A self-appointed Centurion are you?



I'm digging the opneness of your statements. Usually the leftist hide behind all sorts of neologism.



Isn't that a rather an extremeist position? "I" do not want "you" as any kind of authority over me and Christians in any way shape or form. What gives you the right to think you rule anyone at all? As a military man, you serve the civilians at their request.

I believe Gays and Christians should have the same legal rights, that all citizens should have the same legal rights. I'm far from a communist, people should keep the things they gain from their own work. Gays and Christians should be able to marry, have sex, and be activists if they so choose. All I see is Christians persecuting gays, and then Christians acting like they are the "victims" of gay culture. If they teach gay marriage in public schools, then they should teach Creationism as well, or teach neither.
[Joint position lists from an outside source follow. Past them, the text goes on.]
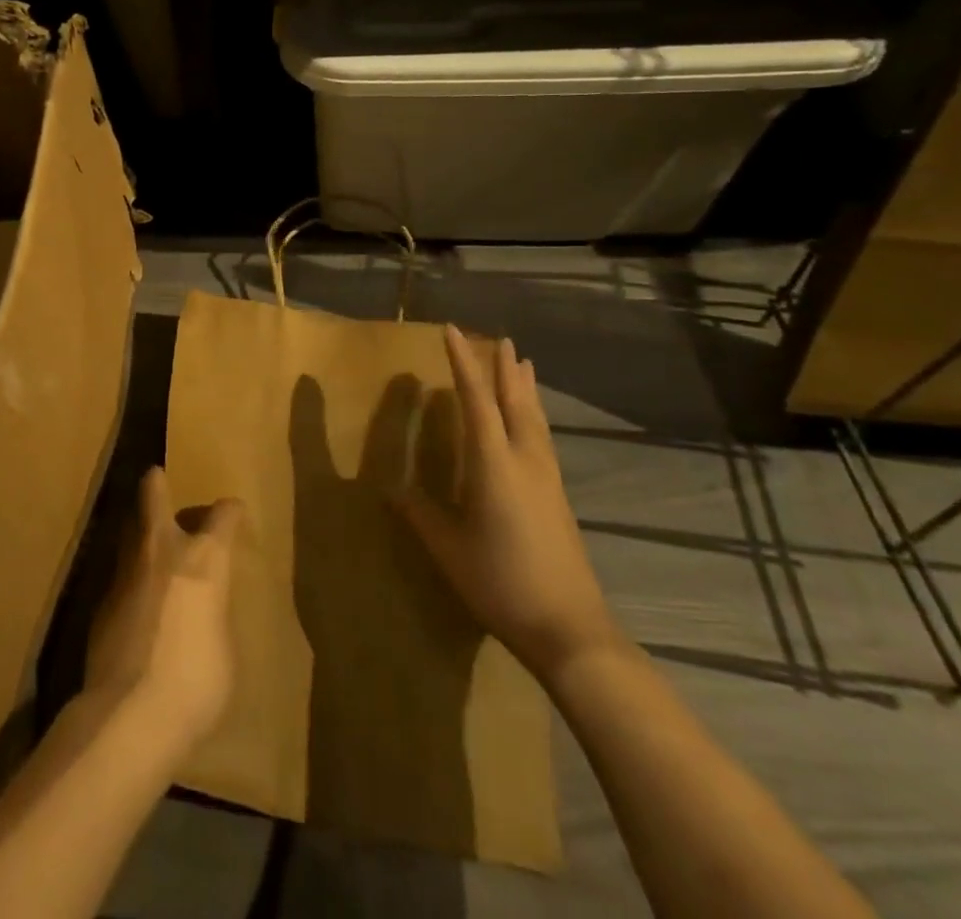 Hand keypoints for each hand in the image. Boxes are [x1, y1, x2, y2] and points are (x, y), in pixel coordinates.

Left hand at [85, 466, 243, 752]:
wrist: (131, 712)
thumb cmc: (197, 683)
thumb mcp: (225, 648)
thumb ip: (213, 613)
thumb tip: (201, 610)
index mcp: (204, 559)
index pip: (223, 516)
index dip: (231, 511)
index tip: (234, 512)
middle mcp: (163, 551)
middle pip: (154, 496)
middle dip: (157, 485)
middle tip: (157, 477)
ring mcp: (127, 570)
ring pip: (131, 530)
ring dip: (140, 529)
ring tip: (148, 538)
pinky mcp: (102, 599)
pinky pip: (121, 572)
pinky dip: (131, 575)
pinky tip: (136, 597)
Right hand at [392, 328, 620, 682]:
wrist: (570, 629)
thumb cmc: (500, 581)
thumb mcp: (447, 548)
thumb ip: (420, 514)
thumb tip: (391, 489)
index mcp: (494, 463)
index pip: (476, 400)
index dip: (463, 363)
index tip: (452, 331)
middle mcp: (524, 460)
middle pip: (515, 401)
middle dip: (503, 368)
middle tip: (499, 339)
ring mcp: (546, 478)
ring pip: (534, 418)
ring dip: (524, 387)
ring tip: (522, 363)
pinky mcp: (557, 496)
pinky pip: (542, 437)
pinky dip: (533, 414)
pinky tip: (532, 423)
I'd like some real life examples of how gays STOP Christians from doing anything, when Christians would stop them from getting married and being open about the life they chose. It isn't about eternal damnation, reproduction, or culture, it's about the fact that both parties are citizens, and people, and have to tolerate eachother in equal fashion. Gays are just a bit better at tolerating Christian extremism, because there's nothing in gay culture that says being Christian is wrong.

I'm not saying I'm the authority over anyone, just an activist in my own way. I spoke my piece on my position and how I feel, and I debate and fight for it, just like you. Being in the military I feel very passionately about the fact that our country is about people having rights, and that nobody has to have their ideas suppressed because there are those who don't agree with them.

Your opinion seems to be that because Christians are a large majority in the USA, they should be the ones at the helm of dictating what is and is not socially acceptable. I'm saying that those times are over, and that you have to quit being stubborn and tolerate people you don't like, or might even hate, because that's part of being a civilized human being REGARDLESS of what nationality you are.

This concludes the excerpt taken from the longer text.